La 125e édition du tournoi de Wimbledon, troisième levée du Grand Chelem, a mis en pleine lumière deux vainqueurs qui entrent pour la première fois au palmarès de cette prestigieuse épreuve. Avant le double coup de tonnerre de samedi et dimanche, même si le second est à relativiser, personne ne s’imaginait d’autres maîtres du gazon londonien que la Russe Maria Sharapova et l’Espagnol Rafael Nadal. Tout le monde s’est trompé. Sharapova a été mise sous l’éteignoir par une joueuse tchèque de 21 ans, Petra Kvitova, dont on est persuadé maintenant qu’elle a tout d’une grande. Battue en deux manches seulement, 6-3, 6-4, la Russe, contre son gré, n’a pu que constater les dégâts et assister à l’avènement d’une future star. En effet, sauf accident de parcours, on ne voit pas comment Kvitova ne continuerait pas sur sa lancée de la quinzaine de Wimbledon. Quant à Sharapova, elle attendra une autre opportunité de remporter son 4e titre majeur.

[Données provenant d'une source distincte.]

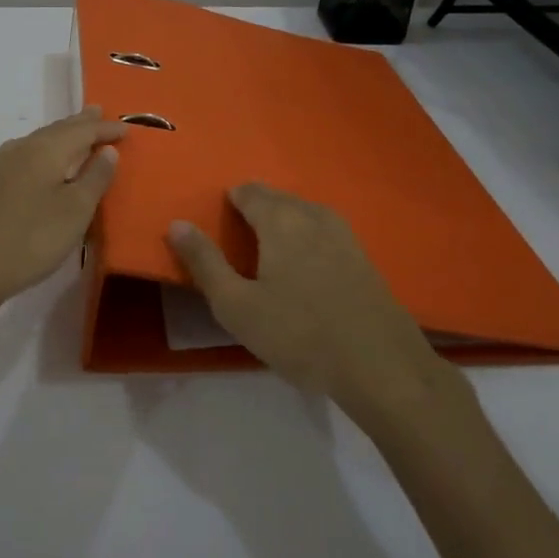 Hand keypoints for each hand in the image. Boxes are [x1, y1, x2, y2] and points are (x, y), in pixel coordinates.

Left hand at [0, 107, 126, 308]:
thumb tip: (107, 150)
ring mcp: (2, 167)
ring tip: (75, 132)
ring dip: (61, 136)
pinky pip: (28, 156)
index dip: (105, 130)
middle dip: (80, 123)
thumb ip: (95, 177)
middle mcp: (22, 149)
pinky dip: (45, 152)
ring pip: (39, 141)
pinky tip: (43, 161)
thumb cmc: (33, 238)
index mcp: (45, 150)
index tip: (126, 129)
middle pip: (57, 130)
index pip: (82, 131)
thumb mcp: (76, 210)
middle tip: (97, 112)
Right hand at [168, 183, 460, 419]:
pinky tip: (306, 266)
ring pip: (305, 212)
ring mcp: (345, 236)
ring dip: (284, 221)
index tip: (219, 222)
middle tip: (238, 237)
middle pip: (279, 198)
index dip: (231, 200)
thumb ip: (204, 262)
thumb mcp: (236, 305)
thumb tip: (177, 224)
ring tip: (268, 250)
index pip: (250, 192)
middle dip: (256, 208)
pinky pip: (325, 231)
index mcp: (281, 221)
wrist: (381, 366)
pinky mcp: (364, 258)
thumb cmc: (299, 334)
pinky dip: (307, 237)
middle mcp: (314, 216) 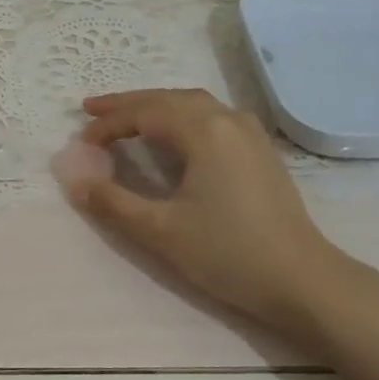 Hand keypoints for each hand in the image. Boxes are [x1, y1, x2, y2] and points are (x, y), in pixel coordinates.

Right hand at [71, 89, 354, 342]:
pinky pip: (211, 116)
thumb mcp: (160, 231)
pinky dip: (180, 115)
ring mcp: (249, 133)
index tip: (81, 143)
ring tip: (126, 116)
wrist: (303, 281)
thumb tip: (75, 181)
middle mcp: (228, 119)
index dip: (108, 125)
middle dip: (127, 103)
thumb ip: (112, 202)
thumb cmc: (229, 253)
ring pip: (192, 103)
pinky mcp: (260, 151)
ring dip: (155, 106)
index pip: (144, 114)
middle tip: (91, 110)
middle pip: (168, 98)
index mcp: (204, 131)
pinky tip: (173, 133) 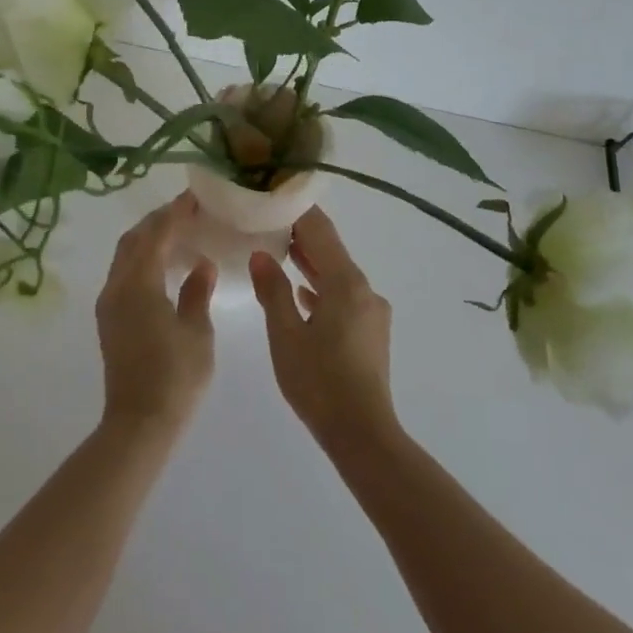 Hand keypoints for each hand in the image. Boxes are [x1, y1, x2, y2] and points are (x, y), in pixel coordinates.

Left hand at [96, 192, 217, 435]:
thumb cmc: (174, 377)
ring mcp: (109, 303)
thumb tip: (201, 264)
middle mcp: (117, 286)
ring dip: (148, 238)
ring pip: (124, 255)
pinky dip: (141, 258)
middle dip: (158, 221)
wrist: (138, 424)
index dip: (175, 212)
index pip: (156, 234)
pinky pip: (123, 273)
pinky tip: (163, 266)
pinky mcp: (109, 319)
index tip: (194, 197)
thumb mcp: (197, 332)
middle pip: (134, 239)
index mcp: (139, 283)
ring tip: (177, 233)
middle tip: (186, 212)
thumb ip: (197, 292)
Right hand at [250, 208, 396, 453]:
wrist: (363, 435)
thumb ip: (272, 290)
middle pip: (331, 250)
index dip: (296, 210)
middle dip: (301, 235)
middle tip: (267, 221)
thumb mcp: (285, 335)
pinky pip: (343, 297)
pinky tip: (302, 296)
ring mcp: (371, 311)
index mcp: (346, 281)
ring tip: (278, 252)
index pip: (320, 230)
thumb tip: (261, 254)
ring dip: (310, 263)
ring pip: (337, 275)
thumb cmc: (319, 382)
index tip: (272, 196)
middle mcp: (364, 289)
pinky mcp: (370, 333)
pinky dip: (322, 289)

Venons-en à la finale des messieurs. Nadal, qui avait perdu sa place de number one mondial deux jours auparavant, avait à cœur de s’imposer face à Novak Djokovic, son successeur sur le trône de l’ATP. Non pas seulement pour faire passer son total de titres du Grand Chelem de 10 à 11, mais aussi et surtout pour démontrer à la face du monde du tennis qu’il n’est pas prêt, orgueilleux comme il est, digne descendant des Grands d’Espagne, pour la passation de pouvoir. Malheureusement pour lui, le joueur d’en face s’est mis dans la tête de régner sur le circuit blanc. Vainqueur de Nadal à quatre reprises depuis janvier dernier, et chaque fois en finale, l’ambitieux serbe de 23 ans, Novak Djokovic a gagné dimanche le match ultime d’une levée du Grand Chelem faisant taire ainsi, pour longtemps, ses détracteurs, s’il y en avait encore, qui doutaient de son ascendant psychologique sur l’ex- N1 mondial. Djokovic est devenu la bête noire de Nadal comme celui-ci l’est pour Roger Federer. Ce dernier est le seul d’ailleurs à avoir réussi à stopper la folle série de victoires du Serbe à Roland-Garros en juin dernier. 49 matchs joués depuis janvier, 48 victoires. Personne, actuellement, ne peut présenter une telle carte de visite. Dans la finale de ses rêves, Djokovic a défait Nadal en 6-4, 6-1, 1-6, 6-3.

Mais est-ce pour autant le début du déclin du matador de Manacor ? Ce serait une grave erreur que de le penser, ne serait-ce qu’un instant. L’homme est tombé, il se relèvera. Et pas plus tard, peut-être, qu’à l’US Open, qui débutera fin août, à New York.